* [What you have to do]
Report each line of the material below where the word "graph" can be found.

* [Provided data]
== Segment start ==
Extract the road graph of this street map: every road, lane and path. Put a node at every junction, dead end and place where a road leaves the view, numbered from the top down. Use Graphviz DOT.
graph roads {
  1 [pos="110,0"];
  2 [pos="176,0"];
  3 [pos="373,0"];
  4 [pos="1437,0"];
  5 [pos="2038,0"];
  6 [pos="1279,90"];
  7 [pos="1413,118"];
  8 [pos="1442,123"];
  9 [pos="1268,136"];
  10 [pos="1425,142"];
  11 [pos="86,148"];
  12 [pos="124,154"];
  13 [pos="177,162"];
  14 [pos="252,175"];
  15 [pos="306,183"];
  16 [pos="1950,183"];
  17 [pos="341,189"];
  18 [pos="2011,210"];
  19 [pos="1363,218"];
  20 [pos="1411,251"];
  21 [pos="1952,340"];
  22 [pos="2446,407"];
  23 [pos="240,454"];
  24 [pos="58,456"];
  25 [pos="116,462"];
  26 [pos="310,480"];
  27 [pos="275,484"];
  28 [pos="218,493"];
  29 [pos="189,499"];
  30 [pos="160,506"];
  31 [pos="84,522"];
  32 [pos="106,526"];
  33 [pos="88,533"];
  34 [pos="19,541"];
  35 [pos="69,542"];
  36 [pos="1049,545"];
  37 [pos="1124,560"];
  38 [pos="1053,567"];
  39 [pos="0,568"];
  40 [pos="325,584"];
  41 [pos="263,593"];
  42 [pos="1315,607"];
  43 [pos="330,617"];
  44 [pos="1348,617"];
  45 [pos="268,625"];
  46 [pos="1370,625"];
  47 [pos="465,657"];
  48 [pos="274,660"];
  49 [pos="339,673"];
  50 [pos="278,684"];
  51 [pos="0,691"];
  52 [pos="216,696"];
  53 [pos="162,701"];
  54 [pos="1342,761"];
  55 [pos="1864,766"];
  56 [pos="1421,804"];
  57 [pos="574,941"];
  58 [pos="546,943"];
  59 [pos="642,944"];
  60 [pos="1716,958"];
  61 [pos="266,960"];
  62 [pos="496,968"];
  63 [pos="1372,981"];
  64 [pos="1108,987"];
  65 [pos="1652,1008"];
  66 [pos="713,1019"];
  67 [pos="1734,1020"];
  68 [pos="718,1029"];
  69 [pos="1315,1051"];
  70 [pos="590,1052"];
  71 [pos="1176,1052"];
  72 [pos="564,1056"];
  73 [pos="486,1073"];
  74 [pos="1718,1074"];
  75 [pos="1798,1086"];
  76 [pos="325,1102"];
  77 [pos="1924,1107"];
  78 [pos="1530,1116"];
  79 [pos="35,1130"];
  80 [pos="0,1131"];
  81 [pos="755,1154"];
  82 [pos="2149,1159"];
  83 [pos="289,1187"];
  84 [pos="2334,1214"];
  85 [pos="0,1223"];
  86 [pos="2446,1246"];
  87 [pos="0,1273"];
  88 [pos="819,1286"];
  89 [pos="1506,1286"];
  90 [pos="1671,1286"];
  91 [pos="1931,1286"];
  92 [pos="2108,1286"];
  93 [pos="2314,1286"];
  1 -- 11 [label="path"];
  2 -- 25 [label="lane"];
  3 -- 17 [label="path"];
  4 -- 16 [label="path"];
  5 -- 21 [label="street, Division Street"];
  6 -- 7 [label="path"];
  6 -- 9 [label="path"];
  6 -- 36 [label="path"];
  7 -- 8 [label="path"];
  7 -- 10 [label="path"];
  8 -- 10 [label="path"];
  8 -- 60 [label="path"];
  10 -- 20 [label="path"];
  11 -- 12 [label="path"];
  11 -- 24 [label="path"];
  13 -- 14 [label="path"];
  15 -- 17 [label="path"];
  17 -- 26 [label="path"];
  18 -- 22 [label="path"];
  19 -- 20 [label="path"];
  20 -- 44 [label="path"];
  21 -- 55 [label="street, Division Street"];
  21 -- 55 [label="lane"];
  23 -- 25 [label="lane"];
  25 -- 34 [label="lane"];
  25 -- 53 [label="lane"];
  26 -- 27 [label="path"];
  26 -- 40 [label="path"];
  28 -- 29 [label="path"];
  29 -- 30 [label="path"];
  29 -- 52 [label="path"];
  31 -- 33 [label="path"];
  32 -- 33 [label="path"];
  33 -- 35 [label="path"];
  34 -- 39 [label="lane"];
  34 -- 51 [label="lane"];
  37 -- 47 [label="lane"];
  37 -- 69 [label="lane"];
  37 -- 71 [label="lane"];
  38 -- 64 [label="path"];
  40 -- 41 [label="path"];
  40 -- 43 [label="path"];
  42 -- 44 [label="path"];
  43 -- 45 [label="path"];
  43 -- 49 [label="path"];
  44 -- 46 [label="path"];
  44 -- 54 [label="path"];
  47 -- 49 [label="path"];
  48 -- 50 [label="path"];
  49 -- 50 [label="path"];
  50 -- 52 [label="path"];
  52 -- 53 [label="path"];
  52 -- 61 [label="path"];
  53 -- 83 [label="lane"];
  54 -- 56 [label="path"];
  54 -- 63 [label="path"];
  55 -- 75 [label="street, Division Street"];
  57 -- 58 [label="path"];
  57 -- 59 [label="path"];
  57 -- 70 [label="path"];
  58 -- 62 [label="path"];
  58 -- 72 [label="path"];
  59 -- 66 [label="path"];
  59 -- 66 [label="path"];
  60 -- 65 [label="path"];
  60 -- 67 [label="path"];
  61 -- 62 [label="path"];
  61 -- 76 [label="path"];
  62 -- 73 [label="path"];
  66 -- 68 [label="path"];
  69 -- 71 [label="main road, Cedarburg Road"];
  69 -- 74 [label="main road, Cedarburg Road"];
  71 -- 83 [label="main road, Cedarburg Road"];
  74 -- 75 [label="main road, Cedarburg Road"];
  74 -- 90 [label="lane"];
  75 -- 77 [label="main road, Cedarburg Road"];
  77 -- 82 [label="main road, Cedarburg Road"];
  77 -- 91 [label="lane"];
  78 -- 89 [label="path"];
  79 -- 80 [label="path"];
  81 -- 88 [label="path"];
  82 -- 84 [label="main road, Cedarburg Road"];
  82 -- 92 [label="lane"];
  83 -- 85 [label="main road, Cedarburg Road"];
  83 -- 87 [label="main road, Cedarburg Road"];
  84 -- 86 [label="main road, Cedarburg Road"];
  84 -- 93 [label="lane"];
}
== Segment end ==
* [Answer space]
Extract the road graph of this street map: every road, lane and path. Put a node at every junction, dead end and place where a road leaves the view, numbered from the top down. Use Graphviz DOT.
graph roads {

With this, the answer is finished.